Police in Surrey joining forces for second week

This is a rush transcript of the Two Trains a Day podcast.

DC: The Surrey Federation of Police Officers (SFPO) have arranged to have a group of police officers training with a group of Surrey municipal officers in the hope that, as such, they’ll one day become an official side-duo for the municipal police services. We spend a little time talking about the pride that police officers feel in their city and how the RCMP hasn’t always had a positive reputation.

DC: Hundreds of people representing the SFPO come together to greet or discourage, in most cases, their own members.

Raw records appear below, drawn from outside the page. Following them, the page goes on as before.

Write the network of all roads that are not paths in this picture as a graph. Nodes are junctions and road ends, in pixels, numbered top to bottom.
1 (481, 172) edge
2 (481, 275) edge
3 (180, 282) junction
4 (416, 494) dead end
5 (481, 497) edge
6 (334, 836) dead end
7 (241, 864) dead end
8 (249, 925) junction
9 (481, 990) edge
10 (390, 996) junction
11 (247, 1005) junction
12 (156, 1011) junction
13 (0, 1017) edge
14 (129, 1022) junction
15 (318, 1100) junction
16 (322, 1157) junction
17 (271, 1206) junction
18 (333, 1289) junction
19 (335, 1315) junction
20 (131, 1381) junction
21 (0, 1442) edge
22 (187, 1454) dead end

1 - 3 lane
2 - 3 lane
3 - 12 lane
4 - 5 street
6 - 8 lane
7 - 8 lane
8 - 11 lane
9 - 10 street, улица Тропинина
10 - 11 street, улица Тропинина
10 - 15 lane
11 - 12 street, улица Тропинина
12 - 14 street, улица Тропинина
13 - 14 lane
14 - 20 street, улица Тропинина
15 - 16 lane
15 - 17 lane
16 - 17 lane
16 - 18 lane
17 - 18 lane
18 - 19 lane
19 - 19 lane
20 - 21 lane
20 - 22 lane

JH: We’ve tried to run the trainings without telling our own members and try and avoid provoking any issue.

CORD: The chief of the RCMP refutes the concerns voiced by many local police service that the RCMP isn’t on the same page. In 2003, the union said that, whereas RCMP didn’t actually serve all Canadians, municipal services are universal. The RCMP notes that municipal police are a mixture of provincial and municipal forces and as such its helping the municipalities and Surrey to transition into its form. It also notes that RCMP can provide a broad range of services that city services can’t. In Surrey, all municipal police officers now carry weapons and training is generally aimed at preparing officers for the next line of duty. As well, more RCMP officers are currently working in Surrey.

“We’re educating them, showing them the system they’re facing, including how to operate in uniform, take them through some exercises with the military-type roles, not wearing the uniform as well, [so they know] the roles that we’re trying to get them to be as good members of the city and for all of us to work together…” says assistant RCMP commissioner Wayne Rideout.

DC: Signing off this second trainee, Calgary police officer Darian Waite, Wadena Coroner’s Service, the scene of the crime laboratory which allows police and fire investigators access to anyone’s death scenes.

Hi, I’m Jill and I’m Jenn. Welcome to our podcast Two Trains a Day. We talk to different experts every week. The second one we talk to today is Wayne Rideout, the Assistant Commissioner of the RCMP, and Chief, Vancouver Police Department, Kurt Nelson. Thanks to both of you, for talking to us this morning.

EW: Thanks, yeah. Appreciate it.

NW: Yes, thank you.

JH: The Surrey Federation of Police Officers (SFPO) made it their mission to train with the VPD last year.

DC: About two thirds of the SFPO union’s membership served with the VPD, including some former chiefs of staff. Some argued that, because it was public safety professional, the impact of their service was more tangible, similar to the mandate of the RCMP.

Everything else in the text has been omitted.